***** DATA FOR ANALYSIS
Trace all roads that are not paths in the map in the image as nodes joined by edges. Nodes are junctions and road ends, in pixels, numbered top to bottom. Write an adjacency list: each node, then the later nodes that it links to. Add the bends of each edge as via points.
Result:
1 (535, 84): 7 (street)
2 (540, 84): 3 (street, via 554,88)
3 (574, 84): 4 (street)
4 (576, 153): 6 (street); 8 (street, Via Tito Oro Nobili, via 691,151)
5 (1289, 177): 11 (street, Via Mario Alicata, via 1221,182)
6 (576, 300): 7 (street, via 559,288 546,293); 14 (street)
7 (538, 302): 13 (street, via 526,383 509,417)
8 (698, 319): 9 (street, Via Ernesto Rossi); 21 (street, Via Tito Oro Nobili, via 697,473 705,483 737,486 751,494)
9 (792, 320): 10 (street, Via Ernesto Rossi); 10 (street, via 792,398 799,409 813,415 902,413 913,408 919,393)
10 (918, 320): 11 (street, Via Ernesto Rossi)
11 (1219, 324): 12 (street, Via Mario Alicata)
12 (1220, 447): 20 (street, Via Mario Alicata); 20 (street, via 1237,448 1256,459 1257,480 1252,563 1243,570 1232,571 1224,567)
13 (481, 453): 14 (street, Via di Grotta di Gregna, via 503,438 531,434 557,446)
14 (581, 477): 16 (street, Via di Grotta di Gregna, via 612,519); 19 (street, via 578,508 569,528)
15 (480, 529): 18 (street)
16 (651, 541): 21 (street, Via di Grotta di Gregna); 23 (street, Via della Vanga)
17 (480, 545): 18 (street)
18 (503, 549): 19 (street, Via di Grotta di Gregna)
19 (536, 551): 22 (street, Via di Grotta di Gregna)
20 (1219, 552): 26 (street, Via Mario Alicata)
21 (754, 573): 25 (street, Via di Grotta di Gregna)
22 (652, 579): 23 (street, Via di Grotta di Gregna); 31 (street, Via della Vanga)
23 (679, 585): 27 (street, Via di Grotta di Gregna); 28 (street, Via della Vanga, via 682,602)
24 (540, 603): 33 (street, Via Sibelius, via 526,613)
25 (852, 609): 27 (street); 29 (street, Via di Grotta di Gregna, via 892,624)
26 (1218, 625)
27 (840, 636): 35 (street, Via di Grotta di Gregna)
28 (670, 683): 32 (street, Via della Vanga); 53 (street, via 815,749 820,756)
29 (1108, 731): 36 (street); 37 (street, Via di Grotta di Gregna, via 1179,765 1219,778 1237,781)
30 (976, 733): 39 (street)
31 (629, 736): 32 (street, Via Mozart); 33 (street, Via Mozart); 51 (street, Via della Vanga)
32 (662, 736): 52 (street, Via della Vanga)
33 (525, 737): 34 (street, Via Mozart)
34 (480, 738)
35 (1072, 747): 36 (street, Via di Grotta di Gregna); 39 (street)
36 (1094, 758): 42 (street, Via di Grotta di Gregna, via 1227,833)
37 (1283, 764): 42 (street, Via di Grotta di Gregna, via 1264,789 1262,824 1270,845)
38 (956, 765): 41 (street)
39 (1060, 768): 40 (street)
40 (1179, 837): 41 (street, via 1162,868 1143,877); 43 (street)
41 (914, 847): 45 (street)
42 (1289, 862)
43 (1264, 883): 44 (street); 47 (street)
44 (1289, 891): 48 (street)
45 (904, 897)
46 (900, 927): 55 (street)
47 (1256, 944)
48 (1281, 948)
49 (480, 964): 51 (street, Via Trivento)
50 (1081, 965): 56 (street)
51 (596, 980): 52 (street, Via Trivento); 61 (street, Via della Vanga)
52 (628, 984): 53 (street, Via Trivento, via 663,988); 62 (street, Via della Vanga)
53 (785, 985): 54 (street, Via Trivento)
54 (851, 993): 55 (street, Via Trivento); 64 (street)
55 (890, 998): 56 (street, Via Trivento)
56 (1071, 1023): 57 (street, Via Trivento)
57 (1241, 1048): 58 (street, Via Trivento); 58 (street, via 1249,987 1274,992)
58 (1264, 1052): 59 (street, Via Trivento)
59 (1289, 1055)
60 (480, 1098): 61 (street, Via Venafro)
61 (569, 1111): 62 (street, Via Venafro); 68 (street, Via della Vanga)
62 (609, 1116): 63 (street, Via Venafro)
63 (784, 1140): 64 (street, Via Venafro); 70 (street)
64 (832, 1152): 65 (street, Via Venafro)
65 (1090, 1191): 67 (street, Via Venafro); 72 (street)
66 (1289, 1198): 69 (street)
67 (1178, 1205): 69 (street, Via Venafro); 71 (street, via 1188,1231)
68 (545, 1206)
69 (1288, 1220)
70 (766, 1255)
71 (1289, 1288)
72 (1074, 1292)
**********
### DIRECTIONS
Locate all lines in the listing above with the word "Rossi". Copy them.

### REPLY
8 (698, 319): 9 (street, Via Ernesto Rossi); 21 (street, Via Tito Oro Nobili, via 697,473 705,483 737,486 751,494)
9 (792, 320): 10 (street, Via Ernesto Rossi); 10 (street, via 792,398 799,409 813,415 902,413 913,408 919,393)
10 (918, 320): 11 (street, Via Ernesto Rossi)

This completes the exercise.